Garret K. Woodward: Bridging Sustainable and Social Gaps: Earth Care, Fair Share and People Care at Echo Hills Cottages

Bridging Sustainable and Social Gaps: Earth Care, Fair Share and People Care at Echo Hills Cottages

Garret K. Woodward

When Ron Czecholinski and his wife moved to Asheville in 2010, he had one goal in mind: to create a sustainable development that truly focused on the meaning of the word “community.”

“Our intention has been to do this kind of development where we combine the pre-green building techniques and philosophies of the 1970s with a lot of work in community building,” said Czecholinski, owner of Ashevillebased Habitat Re-Imagined. “It’s a ‘co-housing light’ development as we say — smaller and less complicated than co-housing, but with similar goals of a strong sustainability focus in both environmental and social issues.”

There are 11 homes ultimately planned for the 3.25-acre West Asheville property known as Echo Hills Cottages. Czecholinski is already headlong into the project. The sixth house is currently under construction, while two more are in development.

“The standards and aesthetics are a similar look and feel, but every home is different and custom built,” Czecholinski said. “We’re designing each home to flow with the contours of the hills and keeping as much wooded area intact as possible.”

The ethos of Echo Hills Cottages encompasses three areas: earth care, fair share and people care. A core focus is to merge green initiatives with a keen sense of permaculture, and the landscape design includes water retention throughout the property; native, drought-resistant and edible plants; common park and garden areas; and organic and natural care, among other features.

Czecholinski designed one recent project, the home at 10 Wellspring Lane, to attain a gold certification through the Green Built Homes program, but with solar panels added, it pushed it to platinum certification. The home ultimately achieved Platinum Net Zero Energy level certification through Green Built Homes.
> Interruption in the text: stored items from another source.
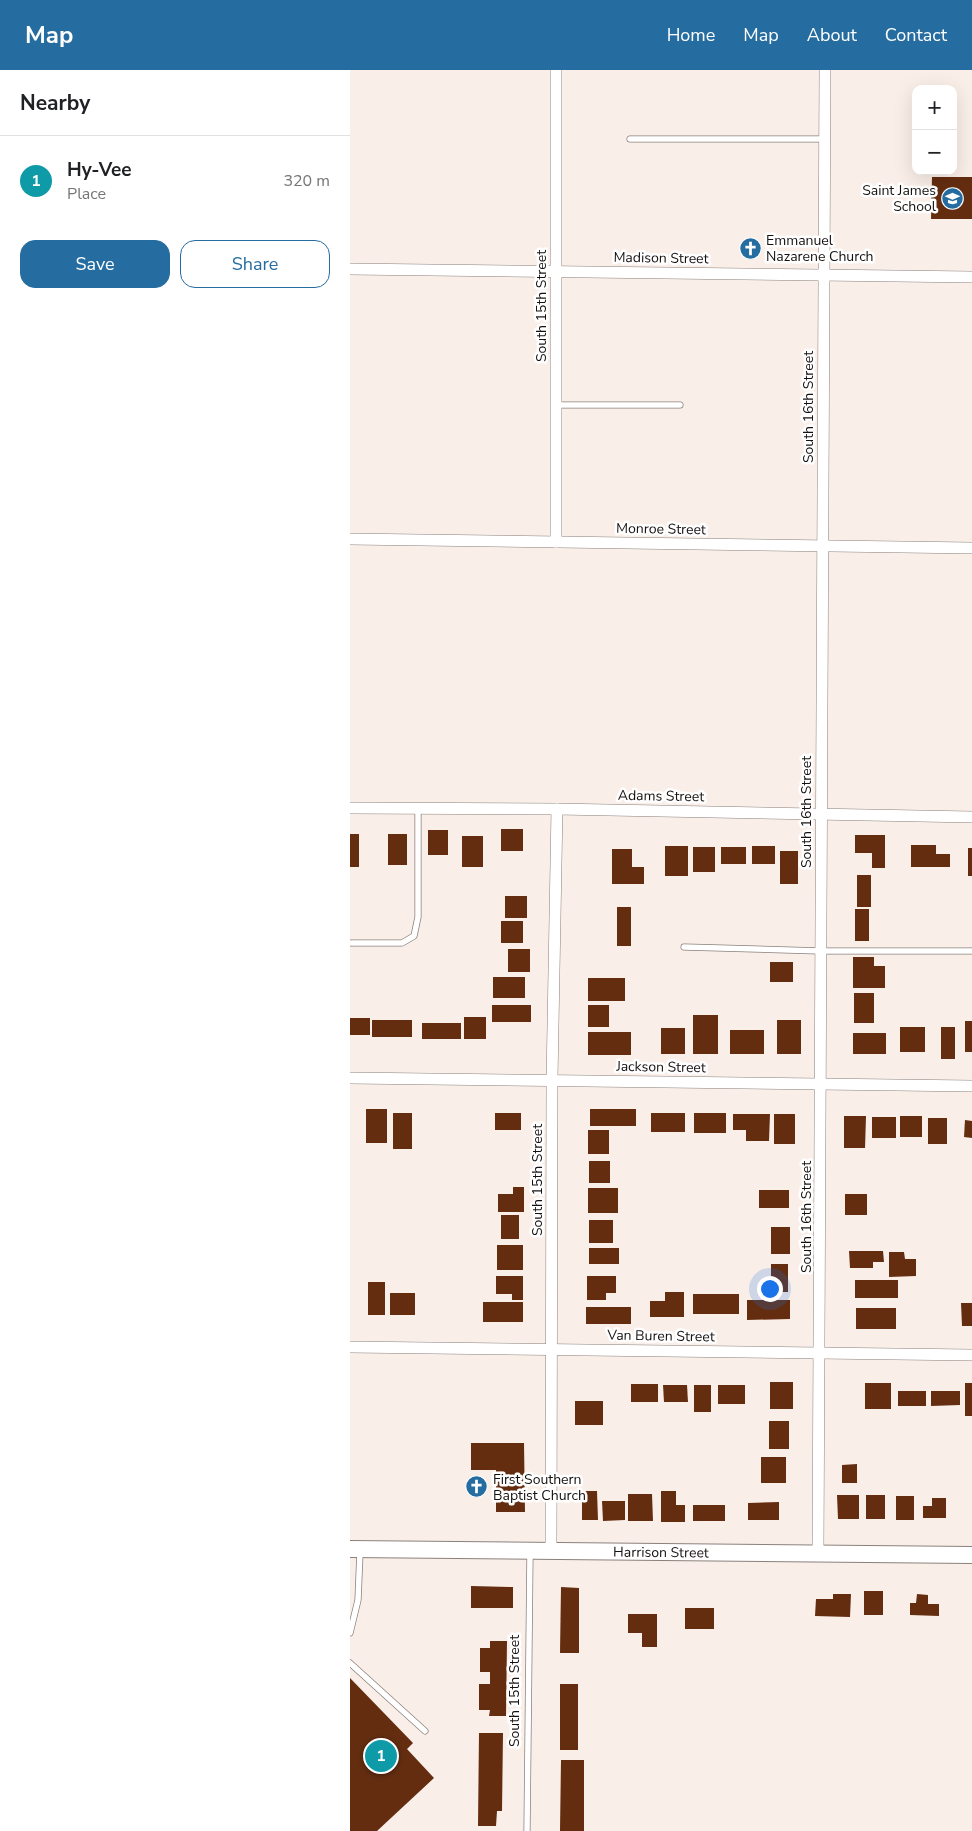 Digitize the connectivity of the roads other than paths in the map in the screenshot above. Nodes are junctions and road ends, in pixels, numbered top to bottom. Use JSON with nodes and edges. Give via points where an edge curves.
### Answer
{"nodes":[{"id":1,"x":556,"y":70,"type":"edge"},
{"id":2,"x":825,"y":70,"type":"edge"},
{"id":3,"x":630,"y":139,"type":"dead end"},
{"id":4,"x":824,"y":139,"type":"junction"},
{"id":5,"x":350,"y":269,"type":"edge"},
{"id":6,"x":556,"y":272,"type":"junction"},
{"id":7,"x":824,"y":276,"type":"junction"},
{"id":8,"x":972,"y":277,"type":"edge"},
{"id":9,"x":556,"y":405,"type":"junction"},
{"id":10,"x":680,"y":405,"type":"dead end"},
{"id":11,"x":350,"y":539,"type":"edge"},
{"id":12,"x":556,"y":542,"type":"junction"},
{"id":13,"x":823,"y":546,"type":"junction"},
{"id":14,"x":972,"y":548,"type":"edge"},
{"id":15,"x":350,"y":808,"type":"edge"},
{"id":16,"x":418,"y":808,"type":"junction"},
{"id":17,"x":557,"y":809,"type":"junction"},
{"id":18,"x":821,"y":814,"type":"junction"},
{"id":19,"x":972,"y":817,"type":"edge"},
{"id":20,"x":350,"y":943,"type":"edge"},
{"id":21,"x":684,"y":947,"type":"dead end"},
{"id":22,"x":821,"y":951,"type":"junction"},
{"id":23,"x":972,"y":951,"type":"edge"},
{"id":24,"x":350,"y":1078,"type":"edge"},
{"id":25,"x":552,"y":1080,"type":"junction"},
{"id":26,"x":821,"y":1084,"type":"junction"},
{"id":27,"x":972,"y":1086,"type":"edge"},
{"id":28,"x":350,"y":1347,"type":"edge"},
{"id":29,"x":552,"y":1349,"type":"junction"},
{"id":30,"x":820,"y":1354,"type":"junction"},
{"id":31,"x":972,"y":1355,"type":"edge"},
{"id":32,"x":355,"y":1549,"type":"edge"},
{"id":33,"x":530,"y":1551,"type":"junction"},
{"id":34,"x":550,"y":1551,"type":"junction"},
{"id":35,"x":818,"y":1554,"type":"junction"},
{"id":36,"x":972,"y":1555,"type":"edge"},
{"id":37,"x":350,"y":1633,"type":"edge"},
{"id":38,"x":350,"y":1663,"type":"edge"},
{"id":39,"x":425,"y":1731,"type":"dead end"},
{"id":40,"x":527,"y":1831,"type":"edge"}],
"edges":[{"from":1,"to":6,"type":"street","name":"South 15th Street"},
{"from":2,"to":4,"type":"street","name":"South 16th Street"},
{"from":3,"to":4,"type":"lane"},
{"from":4,"to":7,"type":"street","name":"South 16th Street"},
{"from":5,"to":6,"type":"street","name":"Madison Street"},
{"from":6,"to":7,"type":"street","name":"Madison Street"},
{"from":6,"to":9,"type":"street","name":"South 15th Street"},
{"from":7,"to":8,"type":"street","name":"Madison Street"},
{"from":7,"to":13,"type":"street","name":"South 16th Street"},
{"from":9,"to":10,"type":"lane"},
{"from":9,"to":12,"type":"street","name":"South 15th Street"},
{"from":11,"to":12,"type":"street","name":"Monroe Street"},
{"from":12,"to":13,"type":"street","name":"Monroe Street"},
{"from":13,"to":14,"type":"street","name":"Monroe Street"},
{"from":13,"to":18,"type":"street","name":"South 16th Street"},
{"from":15,"to":16,"type":"street","name":"Adams Street"},
{"from":16,"to":17,"type":"street","name":"Adams Street"},
{"from":16,"to":20,"type":"lane","via":[[418,917],[414,936],[402,944]]},
{"from":17,"to":18,"type":"street","name":"Adams Street"},
{"from":17,"to":25,"type":"street","name":"South 15th Street"},
{"from":18,"to":19,"type":"street","name":"Adams Street"},
{"from":18,"to":22,"type":"street","name":"South 16th Street"},
{"from":21,"to":22,"type":"lane"},
{"from":22,"to":23,"type":"lane"},
{"from":22,"to":26,"type":"street","name":"South 16th Street"},
{"from":24,"to":25,"type":"street","name":"Jackson Street"},
{"from":25,"to":26,"type":"street","name":"Jackson Street"},
{"from":25,"to":29,"type":"street","name":"South 15th Street"},
{"from":26,"to":27,"type":"street","name":"Jackson Street"},
{"from":26,"to":30,"type":"street","name":"South 16th Street"},
{"from":28,"to":29,"type":"street","name":"Van Buren Street"},
{"from":29,"to":30,"type":"street","name":"Van Buren Street"},
{"from":29,"to":34,"type":"street","name":"South 15th Street"},
{"from":30,"to":31,"type":"street","name":"Van Buren Street"},
{"from":30,"to":35,"type":"street","name":"South 16th Street"},
{"from":32,"to":33,"type":"street","name":"Harrison Street"},
{"from":32,"to":37,"type":"lane","via":[[358,1600]]},
{"from":33,"to":34,"type":"street","name":"Harrison Street"},
{"from":33,"to":40,"type":"lane","name":"South 15th Street"},
{"from":34,"to":35,"type":"street","name":"Harrison Street"},
{"from":35,"to":36,"type":"street","name":"Harrison Street"},
{"from":38,"to":39,"type":"lane"}]}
“We’re designing the houses to be net-zero energy ready. Once you put the solar on, you become net-zero energy. And for most months, you’re only paying the standard monthly solar hookup fee to Duke Energy, which is about $15,” Czecholinski said. “By establishing that pattern for a solar option early on in the building design and process, you’re creating a system integrated for the best results, rather than just trying to add more of this and more of that to reach platinum.”

Beyond all of his sustainable initiatives and intentions, Czecholinski wants to stand out from other green developers and projects by purposely aiming to create a true sense of community through an underlying form of sociocracy that lies at the foundation of Echo Hills Cottages.

“To me, sustainability really has to go beyond the environment. It’s the concept of permaculture, and the integration of environmental, social and economic issues in sustainability. And we’re trying to do all of that,” Czecholinski said. “We want to build relationships with the people before we actually build the homes. We’re not building and selling to whoever comes, where there’s no plan for community. We’re looking for alignment and vision.”

Czecholinski pointed to storied architect Ross Chapin’s idea of “pocket neighborhoods” as a main inspiration for the property.

“Chapin took the co-housing concept from the 1980s and in the mid-1990s and converted it into a developer-driven model,” Czecholinski said. “And what’s so vital and needed in this movement is structure for the social component.”

Underneath that need for the social component, Czecholinski also noted three areas that must come together for the green foundation of each structure: energy efficiency, air quality and conserving materials.

“How we’re using energy, how we’re creating environments that are healthy for humans and animals, and how we’re not wasting materials is vitally important in our society,” Czecholinski said. “It’s crucial and critical that we start to address these issues in radical ways. We’re currently disconnected, digitalized and polarized. We need environments and structures that help us nurture a cooperative culture.”